Task goal:
Where an entry holds an image, skip the image but reproduce the rest word for word.

Entries shown:
##########

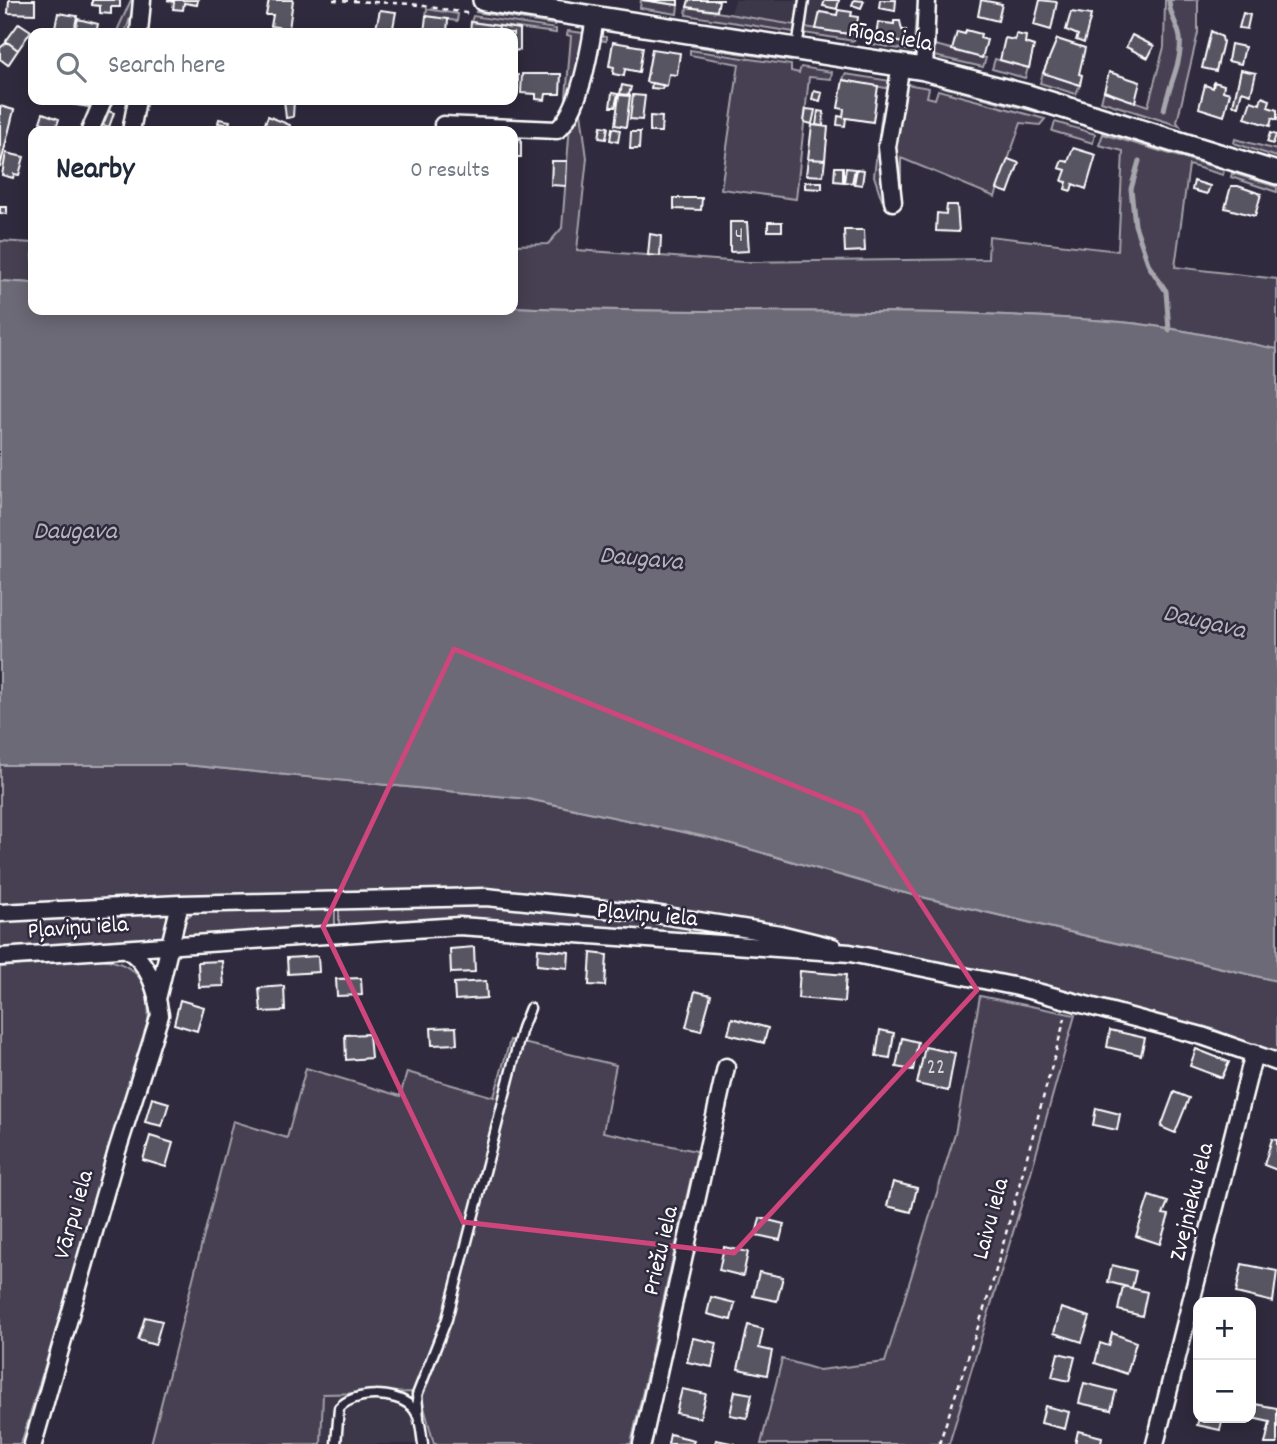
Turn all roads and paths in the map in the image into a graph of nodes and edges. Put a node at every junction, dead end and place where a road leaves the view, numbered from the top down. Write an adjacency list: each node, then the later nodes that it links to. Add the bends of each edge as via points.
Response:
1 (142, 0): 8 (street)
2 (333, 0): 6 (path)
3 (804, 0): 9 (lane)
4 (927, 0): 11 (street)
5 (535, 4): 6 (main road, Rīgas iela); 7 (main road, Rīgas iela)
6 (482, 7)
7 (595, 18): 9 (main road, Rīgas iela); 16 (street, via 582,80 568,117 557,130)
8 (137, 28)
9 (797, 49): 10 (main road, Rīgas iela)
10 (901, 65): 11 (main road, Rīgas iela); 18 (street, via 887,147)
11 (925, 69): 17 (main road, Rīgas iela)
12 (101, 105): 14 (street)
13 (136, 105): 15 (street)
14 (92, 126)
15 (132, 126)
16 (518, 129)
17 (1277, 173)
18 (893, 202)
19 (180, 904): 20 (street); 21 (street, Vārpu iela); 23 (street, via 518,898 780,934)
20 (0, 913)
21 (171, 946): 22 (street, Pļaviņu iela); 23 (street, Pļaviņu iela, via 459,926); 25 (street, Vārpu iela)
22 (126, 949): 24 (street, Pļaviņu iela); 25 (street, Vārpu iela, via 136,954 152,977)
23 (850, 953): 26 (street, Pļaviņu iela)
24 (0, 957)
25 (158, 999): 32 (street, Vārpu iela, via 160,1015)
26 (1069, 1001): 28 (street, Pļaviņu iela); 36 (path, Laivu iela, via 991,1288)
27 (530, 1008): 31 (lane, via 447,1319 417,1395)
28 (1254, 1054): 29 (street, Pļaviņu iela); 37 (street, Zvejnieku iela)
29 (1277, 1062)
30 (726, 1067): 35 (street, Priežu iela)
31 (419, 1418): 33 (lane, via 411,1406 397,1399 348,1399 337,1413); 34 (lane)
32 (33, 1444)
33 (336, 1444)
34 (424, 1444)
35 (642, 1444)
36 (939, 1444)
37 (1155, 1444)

##########

The completed task:
Turn all roads and paths in the map in the image into a graph of nodes and edges. Put a node at every junction, dead end and place where a road leaves the view, numbered from the top down. Write an adjacency list: each node, then the later nodes that it links to. Add the bends of each edge as via points.
Response:
1 (142, 0): 8 (street)
2 (333, 0): 6 (path)
3 (804, 0): 9 (lane)
4 (927, 0): 11 (street)
5 (535, 4): 6 (main road, Rīgas iela); 7 (main road, Rīgas iela)
6 (482, 7)
7 (595, 18): 9 (main road, Rīgas iela); 16 (street, via 582,80 568,117 557,130)
8 (137, 28)
9 (797, 49): 10 (main road, Rīgas iela)
10 (901, 65): 11 (main road, Rīgas iela); 18 (street, via 887,147)
11 (925, 69): 17 (main road, Rīgas iela)
12 (101, 105): 14 (street)
13 (136, 105): 15 (street)
14 (92, 126)
15 (132, 126)
16 (518, 129)
17 (1277, 173)
18 (893, 202)
19 (180, 904): 20 (street); 21 (street, Vārpu iela); 23 (street, via 518,898 780,934)
20 (0, 913)
21 (171, 946): 22 (street, Pļaviņu iela); 23 (street, Pļaviņu iela, via 459,926); 25 (street, Vārpu iela)
22 (126, 949): 24 (street, Pļaviņu iela); 25 (street, Vārpu iela, via 136,954 152,977)
23 (850, 953): 26 (street, Pļaviņu iela)
24 (0, 957)
25 (158, 999): 32 (street, Vārpu iela, via 160,1015)
26 (1069, 1001): 28 (street, Pļaviņu iela); 36 (path, Laivu iela, via 991,1288)
27 (530, 1008): 31 (lane, via 447,1319 417,1395)
28 (1254, 1054): 29 (street, Pļaviņu iela); 37 (street, Zvejnieku iela)
29 (1277, 1062)
30 (726, 1067): 35 (street, Priežu iela)
31 (419, 1418): 33 (lane, via 411,1406 397,1399 348,1399 337,1413); 34 (lane)
32 (33, 1444)
33 (336, 1444)
34 (424, 1444)
35 (642, 1444)
36 (939, 1444)
37 (1155, 1444)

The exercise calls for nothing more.